** AVAILABLE RECORDS **
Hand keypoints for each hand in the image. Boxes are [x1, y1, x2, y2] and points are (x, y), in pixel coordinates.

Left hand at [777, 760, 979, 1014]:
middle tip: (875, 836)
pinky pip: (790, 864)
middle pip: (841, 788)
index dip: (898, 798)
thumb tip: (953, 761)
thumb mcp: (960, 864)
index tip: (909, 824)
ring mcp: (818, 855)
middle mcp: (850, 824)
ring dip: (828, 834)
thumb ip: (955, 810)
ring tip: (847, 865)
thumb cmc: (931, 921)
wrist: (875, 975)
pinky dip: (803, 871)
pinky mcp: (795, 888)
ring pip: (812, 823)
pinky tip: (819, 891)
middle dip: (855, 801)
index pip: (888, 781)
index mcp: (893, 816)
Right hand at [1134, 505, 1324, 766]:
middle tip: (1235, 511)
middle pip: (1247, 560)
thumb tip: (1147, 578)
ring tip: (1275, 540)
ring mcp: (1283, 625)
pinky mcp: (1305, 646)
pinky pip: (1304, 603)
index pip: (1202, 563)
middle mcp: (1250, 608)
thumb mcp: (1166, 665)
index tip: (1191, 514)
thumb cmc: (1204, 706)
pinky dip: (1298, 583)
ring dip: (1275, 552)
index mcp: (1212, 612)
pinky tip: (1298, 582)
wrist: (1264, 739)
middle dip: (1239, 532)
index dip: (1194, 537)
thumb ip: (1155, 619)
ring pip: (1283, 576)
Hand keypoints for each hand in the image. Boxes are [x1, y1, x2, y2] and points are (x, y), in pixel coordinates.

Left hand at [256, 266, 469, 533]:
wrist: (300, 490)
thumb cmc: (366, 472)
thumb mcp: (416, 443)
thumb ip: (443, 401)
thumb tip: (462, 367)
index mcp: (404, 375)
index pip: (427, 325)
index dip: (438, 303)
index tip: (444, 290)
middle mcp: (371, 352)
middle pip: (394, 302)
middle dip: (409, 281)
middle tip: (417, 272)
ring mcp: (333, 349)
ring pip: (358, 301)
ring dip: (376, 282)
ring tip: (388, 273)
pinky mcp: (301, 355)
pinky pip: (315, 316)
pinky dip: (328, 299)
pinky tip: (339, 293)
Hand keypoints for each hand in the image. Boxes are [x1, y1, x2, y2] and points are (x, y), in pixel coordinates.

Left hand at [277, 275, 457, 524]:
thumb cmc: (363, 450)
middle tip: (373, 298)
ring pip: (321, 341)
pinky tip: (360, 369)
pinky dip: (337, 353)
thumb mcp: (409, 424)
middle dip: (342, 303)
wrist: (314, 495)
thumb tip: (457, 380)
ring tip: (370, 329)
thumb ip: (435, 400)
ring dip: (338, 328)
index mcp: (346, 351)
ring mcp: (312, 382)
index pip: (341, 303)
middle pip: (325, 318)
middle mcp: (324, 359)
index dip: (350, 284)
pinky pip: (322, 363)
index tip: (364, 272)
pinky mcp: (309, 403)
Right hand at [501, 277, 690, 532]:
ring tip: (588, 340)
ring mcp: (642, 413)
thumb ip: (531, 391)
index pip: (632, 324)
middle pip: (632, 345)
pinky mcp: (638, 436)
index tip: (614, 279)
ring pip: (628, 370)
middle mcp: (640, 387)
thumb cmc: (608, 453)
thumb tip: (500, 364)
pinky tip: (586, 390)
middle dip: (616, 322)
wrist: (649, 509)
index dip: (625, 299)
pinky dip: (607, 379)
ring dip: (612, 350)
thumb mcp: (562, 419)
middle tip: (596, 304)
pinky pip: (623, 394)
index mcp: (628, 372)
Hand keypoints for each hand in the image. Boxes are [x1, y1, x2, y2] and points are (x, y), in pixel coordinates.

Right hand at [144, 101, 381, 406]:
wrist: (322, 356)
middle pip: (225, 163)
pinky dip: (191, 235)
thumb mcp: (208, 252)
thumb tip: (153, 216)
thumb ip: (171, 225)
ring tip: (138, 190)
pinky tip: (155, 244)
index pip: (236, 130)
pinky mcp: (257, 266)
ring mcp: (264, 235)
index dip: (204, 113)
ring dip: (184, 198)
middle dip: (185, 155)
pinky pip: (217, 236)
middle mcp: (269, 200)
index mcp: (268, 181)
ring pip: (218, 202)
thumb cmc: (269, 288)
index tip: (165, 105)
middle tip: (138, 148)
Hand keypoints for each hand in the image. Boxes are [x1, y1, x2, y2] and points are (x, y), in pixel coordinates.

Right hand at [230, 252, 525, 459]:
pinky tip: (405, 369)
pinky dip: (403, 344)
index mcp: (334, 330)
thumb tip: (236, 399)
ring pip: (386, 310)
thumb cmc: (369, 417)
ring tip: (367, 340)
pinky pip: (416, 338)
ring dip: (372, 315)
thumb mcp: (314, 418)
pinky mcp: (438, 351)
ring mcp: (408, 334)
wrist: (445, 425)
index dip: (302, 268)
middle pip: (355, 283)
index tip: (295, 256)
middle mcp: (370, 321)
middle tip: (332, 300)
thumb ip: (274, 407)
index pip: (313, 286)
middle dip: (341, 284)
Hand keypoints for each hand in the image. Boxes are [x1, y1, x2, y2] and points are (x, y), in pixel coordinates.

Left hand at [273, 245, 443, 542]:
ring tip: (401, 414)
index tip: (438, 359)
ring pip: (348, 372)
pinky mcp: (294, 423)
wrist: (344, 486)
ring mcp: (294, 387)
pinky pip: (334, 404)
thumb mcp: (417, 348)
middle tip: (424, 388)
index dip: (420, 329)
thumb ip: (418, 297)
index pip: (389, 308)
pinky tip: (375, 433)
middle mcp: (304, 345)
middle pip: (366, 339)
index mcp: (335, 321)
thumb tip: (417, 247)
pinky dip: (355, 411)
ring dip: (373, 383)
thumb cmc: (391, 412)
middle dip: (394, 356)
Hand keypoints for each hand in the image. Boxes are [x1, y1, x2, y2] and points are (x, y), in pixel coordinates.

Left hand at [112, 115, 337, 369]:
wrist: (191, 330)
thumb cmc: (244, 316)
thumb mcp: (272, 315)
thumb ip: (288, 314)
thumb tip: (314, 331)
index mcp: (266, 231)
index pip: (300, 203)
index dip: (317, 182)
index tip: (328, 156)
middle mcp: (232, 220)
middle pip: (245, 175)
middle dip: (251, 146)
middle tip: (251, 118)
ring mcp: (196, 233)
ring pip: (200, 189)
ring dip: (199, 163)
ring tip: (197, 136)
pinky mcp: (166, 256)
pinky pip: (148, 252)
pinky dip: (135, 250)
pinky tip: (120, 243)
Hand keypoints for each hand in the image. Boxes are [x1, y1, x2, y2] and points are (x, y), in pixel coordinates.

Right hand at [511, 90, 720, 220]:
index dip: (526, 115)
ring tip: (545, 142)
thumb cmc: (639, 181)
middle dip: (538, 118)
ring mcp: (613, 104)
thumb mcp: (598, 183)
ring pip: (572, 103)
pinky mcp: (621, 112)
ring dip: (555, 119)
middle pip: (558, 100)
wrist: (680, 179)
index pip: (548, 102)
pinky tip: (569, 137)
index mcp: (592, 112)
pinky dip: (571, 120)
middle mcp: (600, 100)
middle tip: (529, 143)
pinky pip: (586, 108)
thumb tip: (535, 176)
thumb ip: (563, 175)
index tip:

** WHAT THE TASK REQUIRES **
A single number is needed: how many lines of the material contain the word "Left".

** SOLUTION TO THIS PROBLEM **
5